ASSIGNED TASK: When a line in the entries contains the word "image", copy that line in full.

··· DATA FOR PROCESSING ···

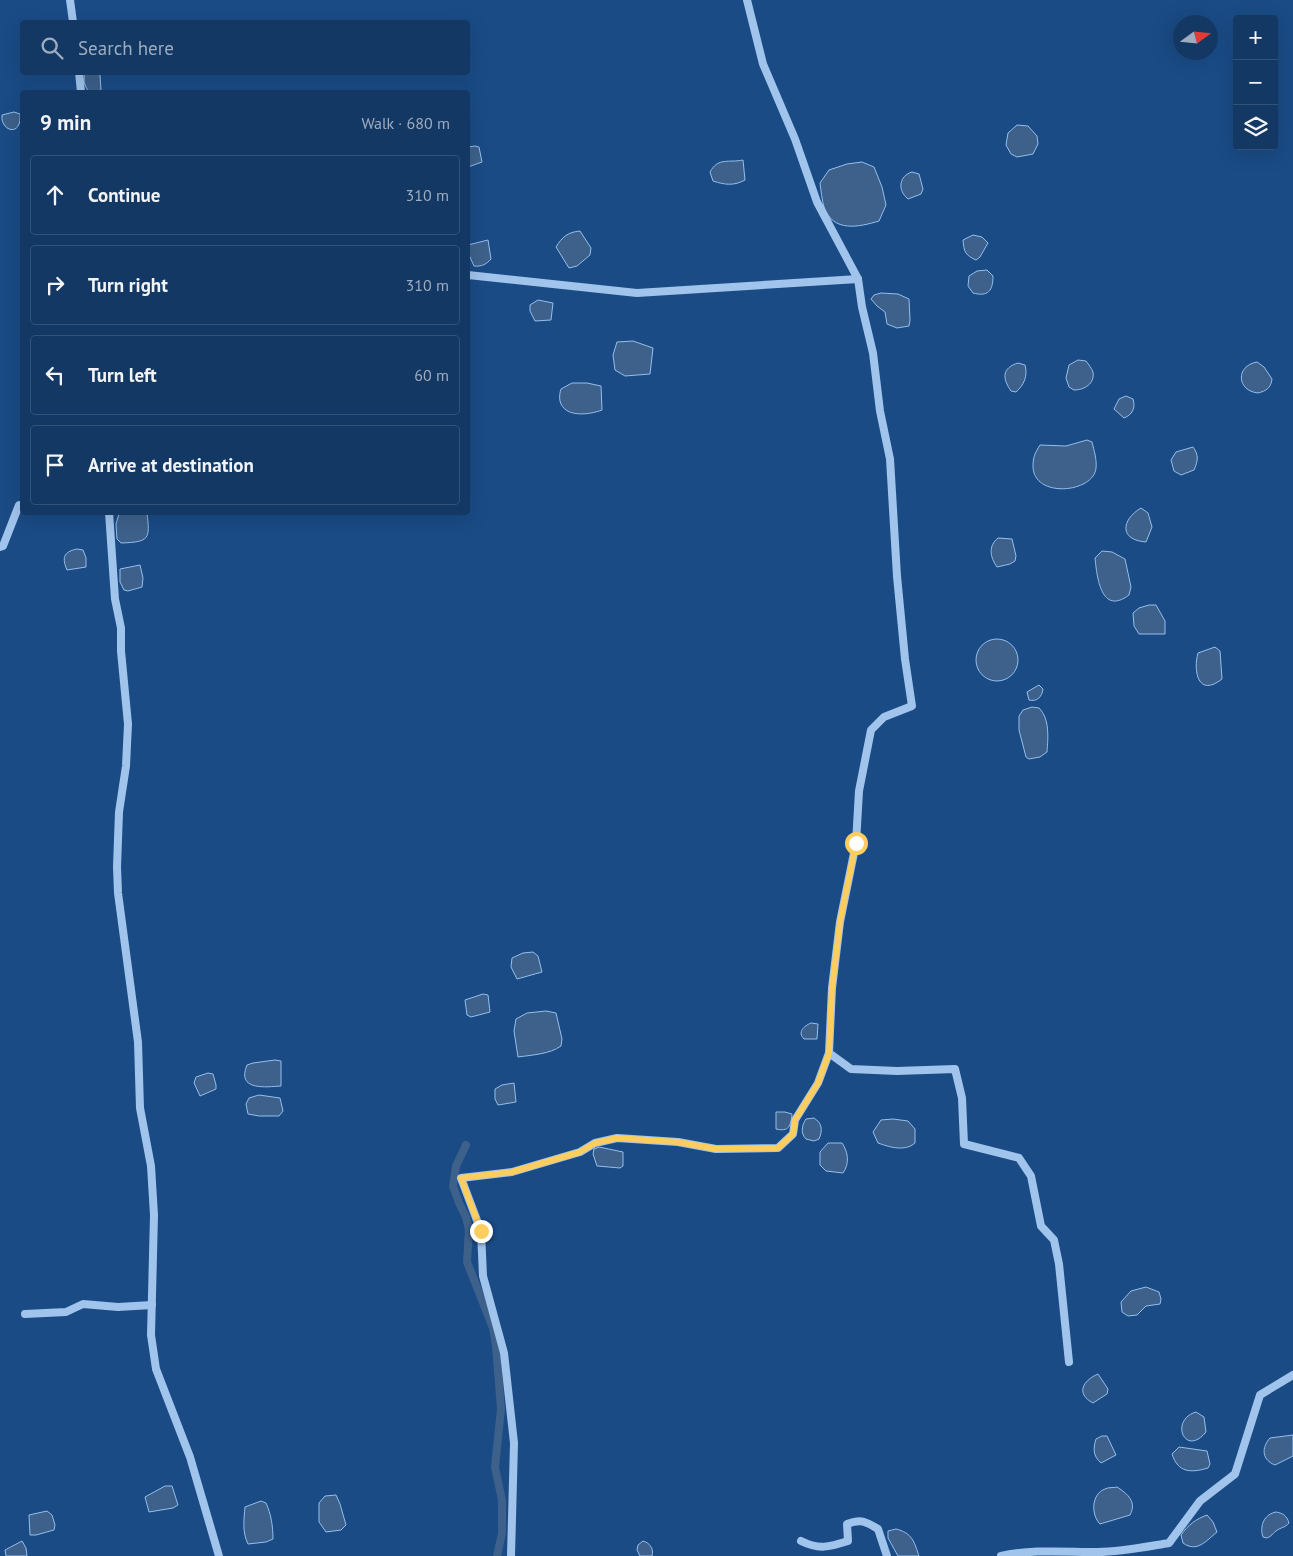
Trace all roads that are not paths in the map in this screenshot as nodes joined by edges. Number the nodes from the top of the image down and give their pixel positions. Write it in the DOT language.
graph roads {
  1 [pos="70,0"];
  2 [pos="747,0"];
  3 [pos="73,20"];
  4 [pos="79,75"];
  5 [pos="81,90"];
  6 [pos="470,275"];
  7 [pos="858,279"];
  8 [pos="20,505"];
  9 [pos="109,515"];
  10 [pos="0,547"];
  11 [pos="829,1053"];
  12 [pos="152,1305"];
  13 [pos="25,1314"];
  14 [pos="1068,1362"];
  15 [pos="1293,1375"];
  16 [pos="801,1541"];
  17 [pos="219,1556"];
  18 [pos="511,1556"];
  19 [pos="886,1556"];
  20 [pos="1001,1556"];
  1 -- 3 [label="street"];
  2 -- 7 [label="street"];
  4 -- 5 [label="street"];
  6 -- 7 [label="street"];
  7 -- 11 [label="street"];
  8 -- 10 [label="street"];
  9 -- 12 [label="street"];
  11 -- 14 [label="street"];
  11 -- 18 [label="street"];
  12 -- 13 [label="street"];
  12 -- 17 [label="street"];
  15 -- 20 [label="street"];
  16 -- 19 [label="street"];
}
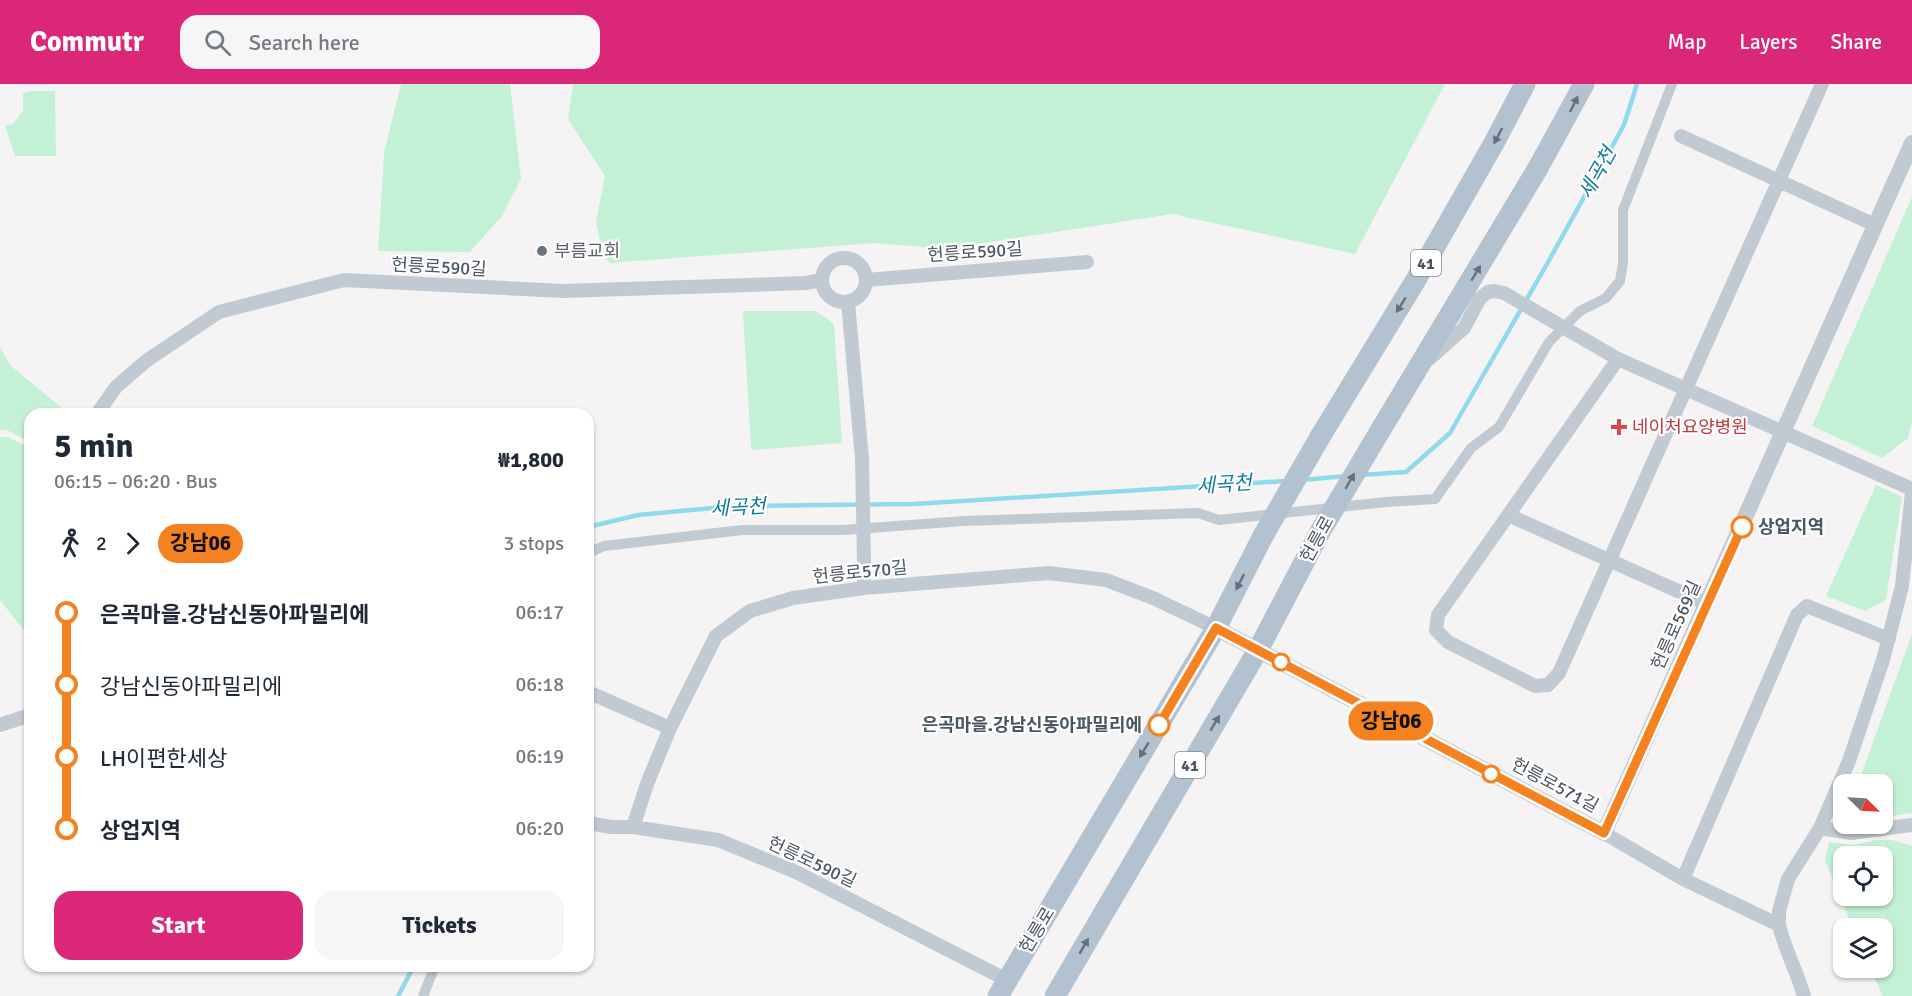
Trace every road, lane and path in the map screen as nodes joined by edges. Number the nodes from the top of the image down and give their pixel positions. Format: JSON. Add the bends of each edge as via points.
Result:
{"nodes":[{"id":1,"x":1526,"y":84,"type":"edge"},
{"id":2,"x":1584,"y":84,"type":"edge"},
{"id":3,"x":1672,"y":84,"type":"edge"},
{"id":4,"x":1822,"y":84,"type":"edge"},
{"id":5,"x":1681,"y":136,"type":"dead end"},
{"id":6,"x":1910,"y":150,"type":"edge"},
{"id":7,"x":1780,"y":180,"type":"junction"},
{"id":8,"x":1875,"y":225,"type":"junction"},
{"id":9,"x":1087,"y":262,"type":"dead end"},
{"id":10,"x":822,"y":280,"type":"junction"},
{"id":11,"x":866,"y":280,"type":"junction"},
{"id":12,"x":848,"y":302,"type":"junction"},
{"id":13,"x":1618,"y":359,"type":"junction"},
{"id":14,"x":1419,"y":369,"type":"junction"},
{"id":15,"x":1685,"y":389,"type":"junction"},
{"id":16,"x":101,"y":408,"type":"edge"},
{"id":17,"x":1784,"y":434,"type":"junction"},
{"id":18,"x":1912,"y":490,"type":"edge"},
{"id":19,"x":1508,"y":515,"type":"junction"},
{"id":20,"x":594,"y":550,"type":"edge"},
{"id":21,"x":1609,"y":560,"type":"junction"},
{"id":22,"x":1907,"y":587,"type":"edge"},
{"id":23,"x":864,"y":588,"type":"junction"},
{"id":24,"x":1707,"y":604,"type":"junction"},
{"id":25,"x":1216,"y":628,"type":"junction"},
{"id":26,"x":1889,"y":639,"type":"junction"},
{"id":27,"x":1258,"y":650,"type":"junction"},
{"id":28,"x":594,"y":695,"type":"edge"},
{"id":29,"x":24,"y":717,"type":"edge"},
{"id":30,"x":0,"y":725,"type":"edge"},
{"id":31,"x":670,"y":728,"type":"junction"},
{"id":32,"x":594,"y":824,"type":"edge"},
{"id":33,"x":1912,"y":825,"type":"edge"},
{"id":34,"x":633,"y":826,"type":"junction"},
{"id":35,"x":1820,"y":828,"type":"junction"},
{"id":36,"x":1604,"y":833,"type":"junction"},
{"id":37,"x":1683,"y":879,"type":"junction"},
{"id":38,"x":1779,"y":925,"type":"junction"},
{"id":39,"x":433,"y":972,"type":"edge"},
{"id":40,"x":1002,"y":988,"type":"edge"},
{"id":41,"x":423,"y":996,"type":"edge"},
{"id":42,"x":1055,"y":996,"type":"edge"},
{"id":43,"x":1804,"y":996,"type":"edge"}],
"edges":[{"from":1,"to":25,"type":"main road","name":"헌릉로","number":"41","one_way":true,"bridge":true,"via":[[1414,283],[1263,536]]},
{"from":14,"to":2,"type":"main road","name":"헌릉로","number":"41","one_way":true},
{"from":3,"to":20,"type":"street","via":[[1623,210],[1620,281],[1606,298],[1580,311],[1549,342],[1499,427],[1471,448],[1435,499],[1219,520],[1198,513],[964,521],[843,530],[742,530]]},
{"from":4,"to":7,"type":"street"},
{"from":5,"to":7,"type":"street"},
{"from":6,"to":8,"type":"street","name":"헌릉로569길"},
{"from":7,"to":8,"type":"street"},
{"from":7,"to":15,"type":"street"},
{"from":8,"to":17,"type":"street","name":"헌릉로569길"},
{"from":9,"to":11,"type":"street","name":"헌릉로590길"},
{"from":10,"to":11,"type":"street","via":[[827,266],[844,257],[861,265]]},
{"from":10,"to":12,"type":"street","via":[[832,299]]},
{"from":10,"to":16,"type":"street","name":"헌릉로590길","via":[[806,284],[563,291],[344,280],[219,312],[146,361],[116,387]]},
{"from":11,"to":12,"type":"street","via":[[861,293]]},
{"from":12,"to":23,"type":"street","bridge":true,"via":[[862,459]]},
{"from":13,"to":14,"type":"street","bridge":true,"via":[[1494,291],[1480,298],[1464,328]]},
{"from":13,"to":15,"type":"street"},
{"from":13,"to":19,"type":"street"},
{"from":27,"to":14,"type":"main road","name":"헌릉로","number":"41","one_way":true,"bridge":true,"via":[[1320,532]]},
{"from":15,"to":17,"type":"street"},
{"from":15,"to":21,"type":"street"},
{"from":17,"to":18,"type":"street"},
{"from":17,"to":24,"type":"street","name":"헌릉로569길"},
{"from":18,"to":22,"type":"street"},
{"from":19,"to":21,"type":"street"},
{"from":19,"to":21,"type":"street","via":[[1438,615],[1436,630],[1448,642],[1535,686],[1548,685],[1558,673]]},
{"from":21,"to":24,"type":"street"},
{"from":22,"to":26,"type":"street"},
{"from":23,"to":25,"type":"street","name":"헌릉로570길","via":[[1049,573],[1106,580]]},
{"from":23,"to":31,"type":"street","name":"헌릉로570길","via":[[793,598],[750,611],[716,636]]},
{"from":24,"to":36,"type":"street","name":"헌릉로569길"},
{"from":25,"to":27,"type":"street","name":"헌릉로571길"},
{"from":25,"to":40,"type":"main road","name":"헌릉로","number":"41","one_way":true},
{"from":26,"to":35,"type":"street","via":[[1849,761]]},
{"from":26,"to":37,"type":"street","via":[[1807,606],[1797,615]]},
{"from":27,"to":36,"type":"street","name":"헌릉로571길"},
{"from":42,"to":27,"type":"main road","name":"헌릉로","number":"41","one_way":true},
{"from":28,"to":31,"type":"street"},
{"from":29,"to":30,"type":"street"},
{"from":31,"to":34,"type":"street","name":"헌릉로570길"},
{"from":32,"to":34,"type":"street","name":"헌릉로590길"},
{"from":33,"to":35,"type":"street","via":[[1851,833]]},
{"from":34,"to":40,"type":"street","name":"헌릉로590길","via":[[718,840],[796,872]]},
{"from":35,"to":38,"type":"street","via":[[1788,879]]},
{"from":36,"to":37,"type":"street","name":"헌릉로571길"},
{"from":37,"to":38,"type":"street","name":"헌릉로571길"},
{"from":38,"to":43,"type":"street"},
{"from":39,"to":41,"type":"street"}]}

···

EXERCISE OUTPUT:
Trace all roads that are not paths in the map in this screenshot as nodes joined by edges. Number the nodes from the top of the image down and give their pixel positions. Write it in the DOT language.
Trace every road, lane and path in the map screen as nodes joined by edges. Number the nodes from the top of the image down and give their pixel positions. Format: JSON. Add the bends of each edge as via points.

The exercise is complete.